# [DESCRIPTION OF THE TASK]
Leaving out every picture, copy the lines of the material below exactly, from the line containing "ring pip: (1161, 740)" through the line containing "index mcp: (172, 147)".

*** Begin section ***

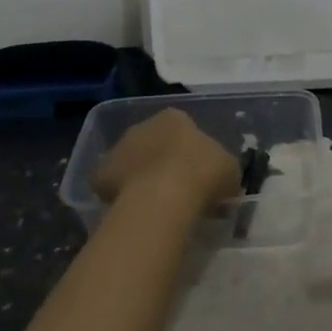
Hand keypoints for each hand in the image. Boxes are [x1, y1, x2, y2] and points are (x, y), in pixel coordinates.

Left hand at [94, 108, 239, 214]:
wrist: (164, 197)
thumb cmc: (204, 174)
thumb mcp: (230, 170)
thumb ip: (223, 170)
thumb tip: (222, 181)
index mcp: (174, 118)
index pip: (181, 129)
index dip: (190, 152)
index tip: (198, 174)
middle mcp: (143, 126)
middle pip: (153, 143)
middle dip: (161, 162)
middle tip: (176, 190)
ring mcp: (119, 148)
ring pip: (131, 162)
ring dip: (139, 177)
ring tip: (154, 206)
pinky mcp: (101, 174)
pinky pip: (111, 185)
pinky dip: (119, 196)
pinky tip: (133, 212)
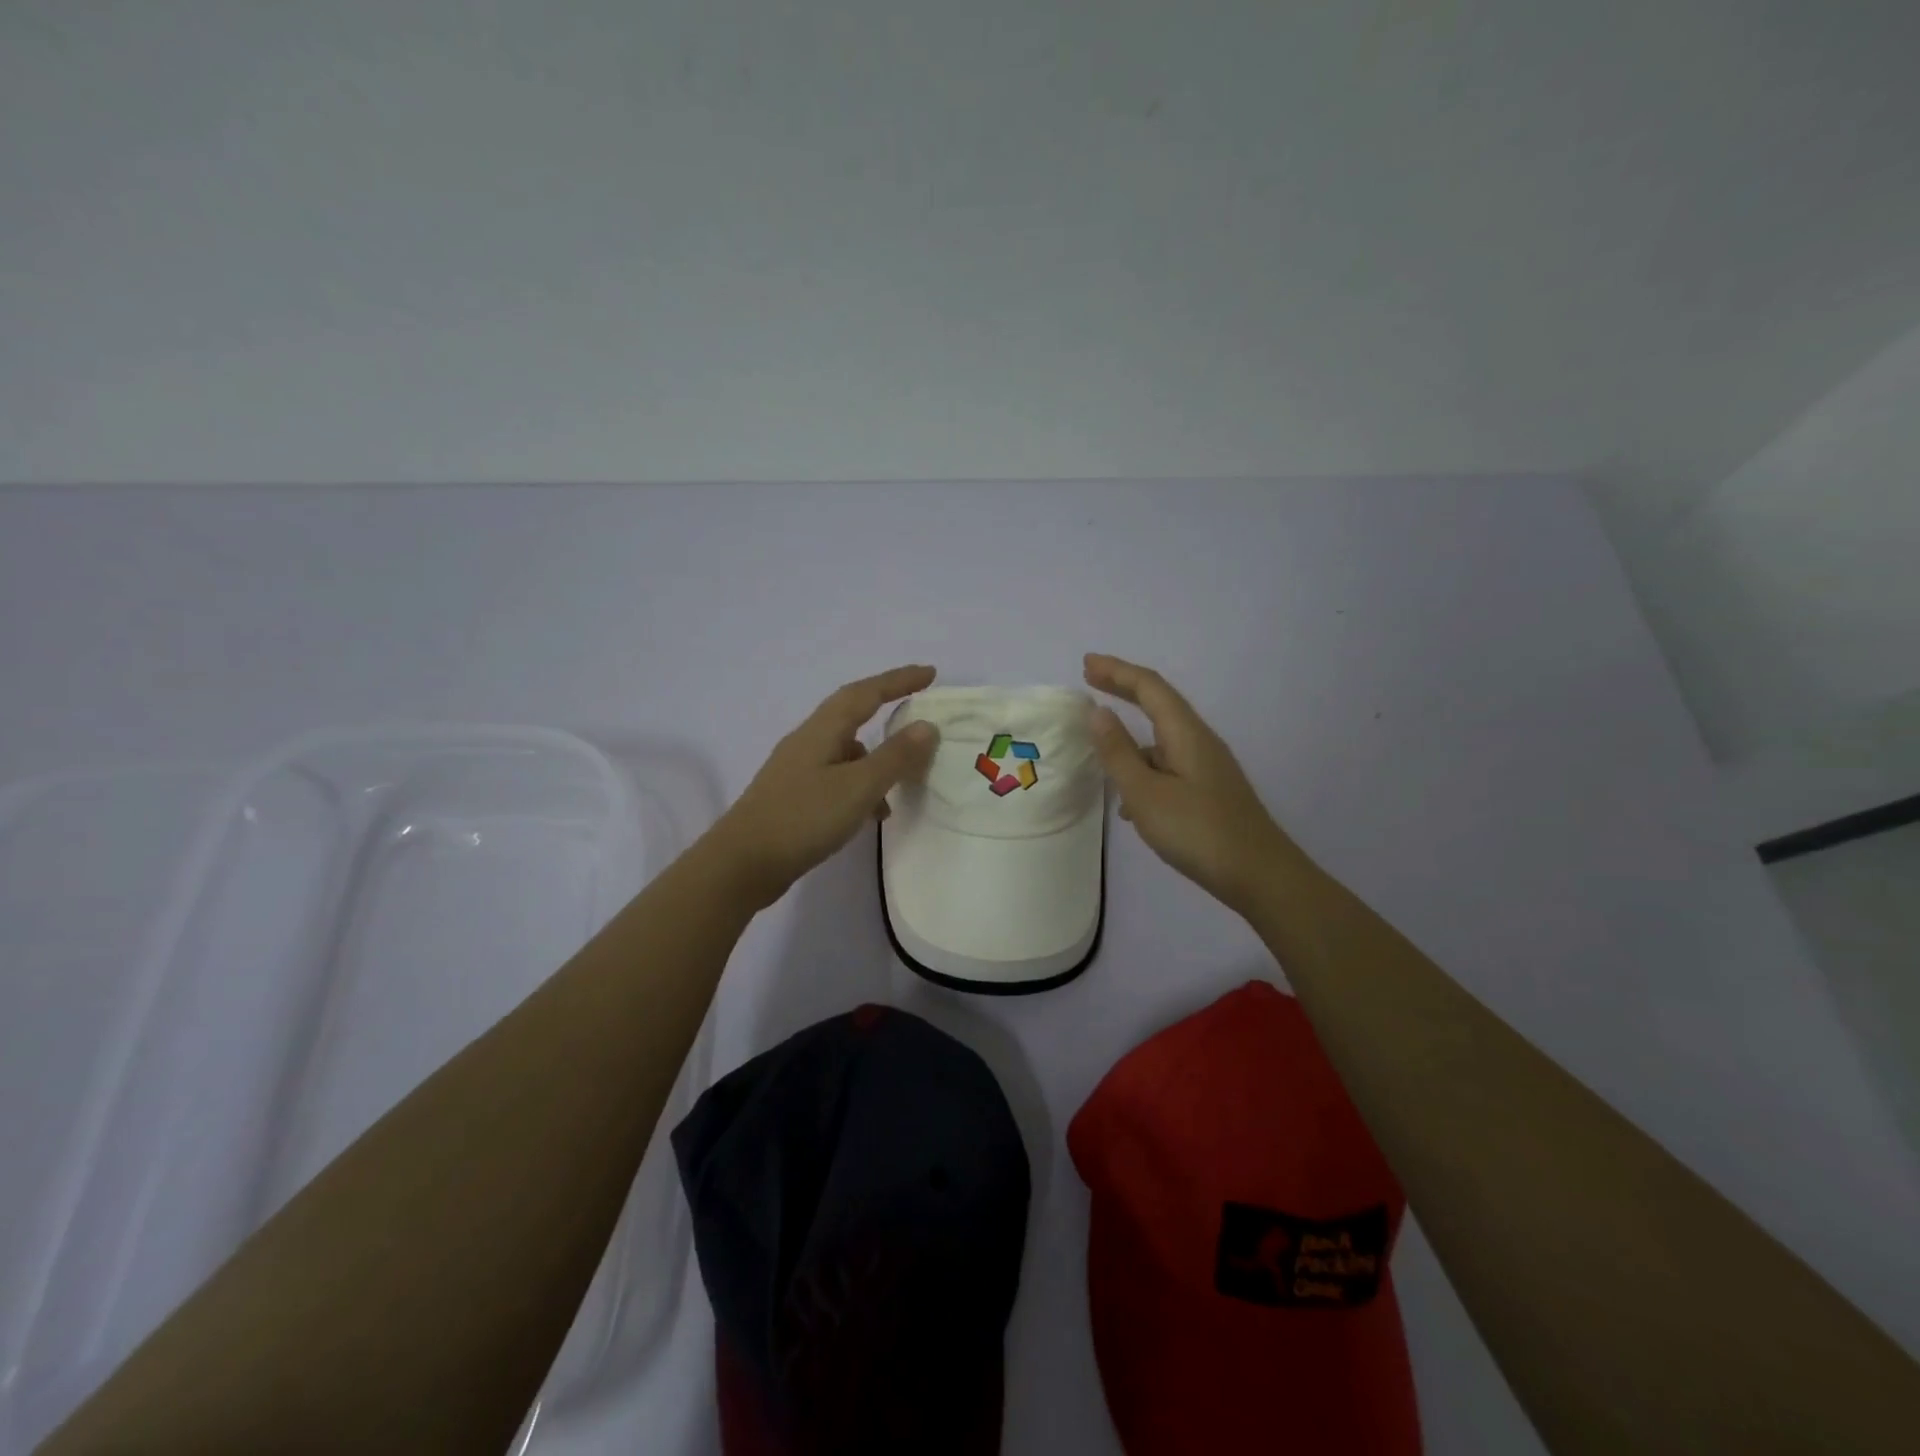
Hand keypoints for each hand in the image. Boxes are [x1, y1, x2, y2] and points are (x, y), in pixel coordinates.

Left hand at [708, 665, 940, 908]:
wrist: (741, 864)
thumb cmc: (803, 818)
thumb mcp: (858, 787)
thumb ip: (895, 757)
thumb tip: (927, 726)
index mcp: (821, 731)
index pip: (866, 693)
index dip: (898, 680)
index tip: (930, 673)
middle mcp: (807, 742)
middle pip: (851, 713)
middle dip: (886, 708)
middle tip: (918, 712)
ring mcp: (797, 770)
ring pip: (846, 751)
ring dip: (876, 759)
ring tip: (902, 785)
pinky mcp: (793, 797)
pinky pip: (837, 778)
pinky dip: (860, 787)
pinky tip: (870, 815)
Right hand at [1083, 653, 1293, 916]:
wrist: (1259, 876)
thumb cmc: (1197, 831)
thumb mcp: (1145, 793)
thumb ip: (1119, 753)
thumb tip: (1098, 713)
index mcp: (1185, 733)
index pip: (1149, 687)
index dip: (1117, 671)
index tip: (1086, 664)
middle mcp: (1199, 741)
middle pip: (1158, 704)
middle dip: (1124, 689)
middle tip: (1091, 679)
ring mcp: (1207, 767)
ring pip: (1161, 740)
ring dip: (1131, 736)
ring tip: (1100, 750)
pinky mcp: (1209, 792)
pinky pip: (1168, 767)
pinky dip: (1143, 770)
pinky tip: (1129, 803)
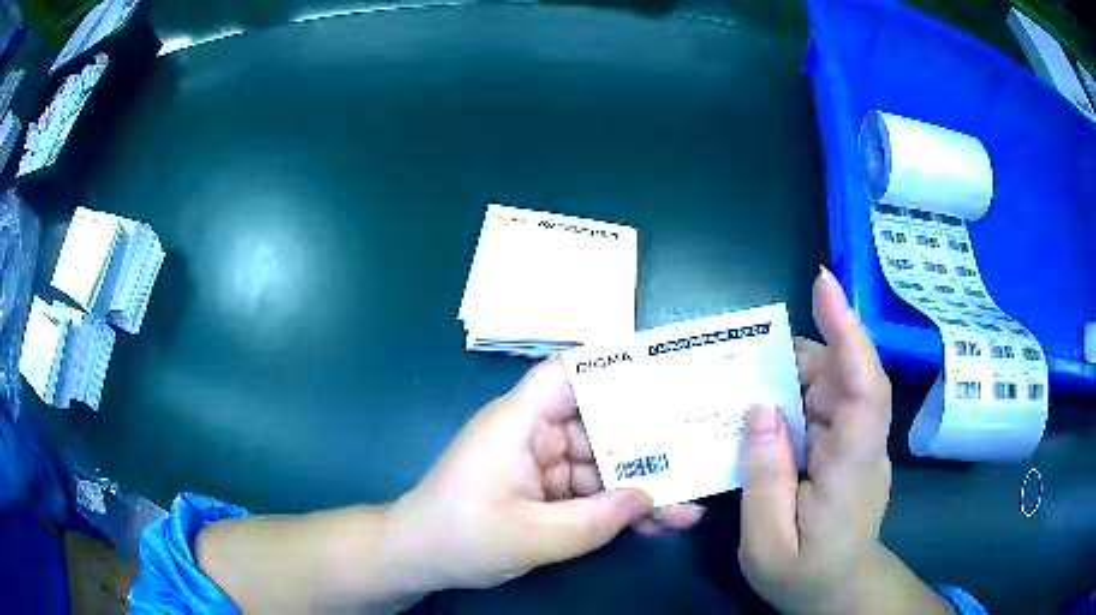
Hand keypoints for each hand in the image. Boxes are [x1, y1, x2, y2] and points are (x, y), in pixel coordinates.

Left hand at [388, 358, 704, 591]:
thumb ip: (596, 519)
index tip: (663, 375)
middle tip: (698, 446)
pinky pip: (589, 494)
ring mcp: (540, 465)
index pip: (567, 374)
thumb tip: (650, 497)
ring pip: (601, 466)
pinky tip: (659, 523)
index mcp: (519, 422)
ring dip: (640, 487)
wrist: (418, 559)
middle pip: (599, 425)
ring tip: (689, 503)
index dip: (612, 367)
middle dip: (647, 443)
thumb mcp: (533, 535)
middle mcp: (532, 434)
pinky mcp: (544, 493)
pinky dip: (618, 509)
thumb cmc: (461, 536)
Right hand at [738, 268, 894, 613]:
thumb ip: (764, 478)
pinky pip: (824, 404)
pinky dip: (794, 395)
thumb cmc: (804, 576)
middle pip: (843, 375)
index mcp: (852, 467)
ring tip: (748, 382)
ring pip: (833, 385)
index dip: (848, 331)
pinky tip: (765, 408)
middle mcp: (864, 442)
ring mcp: (860, 441)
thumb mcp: (768, 543)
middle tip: (748, 358)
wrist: (839, 590)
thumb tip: (760, 408)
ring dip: (792, 376)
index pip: (864, 388)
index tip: (823, 284)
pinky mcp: (849, 445)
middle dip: (799, 355)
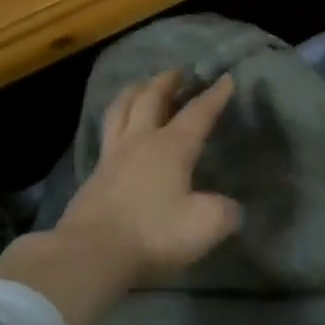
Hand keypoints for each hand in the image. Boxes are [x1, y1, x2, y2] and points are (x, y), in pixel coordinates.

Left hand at [0, 71, 239, 324]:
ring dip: (134, 92)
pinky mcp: (95, 174)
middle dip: (166, 82)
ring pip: (122, 109)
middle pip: (151, 99)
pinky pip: (107, 133)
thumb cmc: (153, 233)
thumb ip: (224, 212)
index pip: (198, 113)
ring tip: (141, 85)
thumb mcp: (204, 226)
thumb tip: (232, 208)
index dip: (214, 95)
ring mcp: (113, 156)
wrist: (92, 252)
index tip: (225, 78)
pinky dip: (116, 120)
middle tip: (177, 72)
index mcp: (172, 147)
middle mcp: (141, 141)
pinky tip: (118, 129)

*** End section ***

# [ANSWER SPACE]
ring pip: (1161, 740)
ring dip: (1131, 736)
ring tip: (1100, 750)
pinky mcp: (1209, 792)
pinky pip: (1168, 767)
pinky dip: (1143, 770)
pinky tip: (1129, 803)
Hand keypoints for each hand in the image. Boxes are [x1, y1, x2, y2] and points are (x, y), in pixel coordinates.

Left hand at [388, 358, 704, 591]:
thumb ip: (596, 519)
index tip: (663, 375)
middle tip: (698, 446)
pinky pip: (589, 494)
ring mcp: (540, 465)
index pip: (567, 374)
thumb tip: (650, 497)
ring pip: (601, 466)
pinky tip: (659, 523)
index mcp: (519, 422)
ring dip: (640, 487)
wrist: (418, 559)
middle pip: (599, 425)
ring tip: (689, 503)
index dip: (612, 367)
middle dip: (647, 443)
thumb mcp: (533, 535)
middle mcp: (532, 434)
pinky mcp: (544, 493)
pinky dip: (618, 509)
thumb cmc: (461, 536)
Right hand at [738, 268, 894, 613]:
thumb ip: (764, 478)
pinky pip: (824, 404)
pinky dip: (794, 395)
thumb cmc: (804, 576)
middle pip: (843, 375)
index mcp: (852, 467)
ring tip: (748, 382)
ring pip: (833, 385)
index dip: (848, 331)
pinky tip: (765, 408)
middle mcp: (864, 442)
ring mcp: (860, 441)
thumb mcp: (768, 543)
middle tip: (748, 358)
wrist: (839, 590)
thumb tip: (760, 408)
ring dip: (792, 376)
index pip: (864, 388)
index tip: (823, 284)
pinky mcp: (849, 445)
middle dip: (799, 355)
Hand keypoints for each hand in the image. Boxes are [x1, y1, x2, y2] and points are (x, y), in pixel coordinates.

Left hand at [0, 71, 239, 324]:
ring dip: (134, 92)
pinky mcp: (95, 174)
middle dip: (166, 82)
ring pip: (122, 109)
middle pip: (151, 99)
pinky pip: (107, 133)
thumb cmc: (153, 233)
thumb ip: (224, 212)
index pip: (198, 113)
ring tip: (141, 85)
thumb mcp: (204, 226)
thumb tip: (232, 208)
index dip: (214, 95)
ring mcp: (113, 156)
wrist: (92, 252)
index tip: (225, 78)
pinky dip: (116, 120)
middle tip: (177, 72)
index mcp: (172, 147)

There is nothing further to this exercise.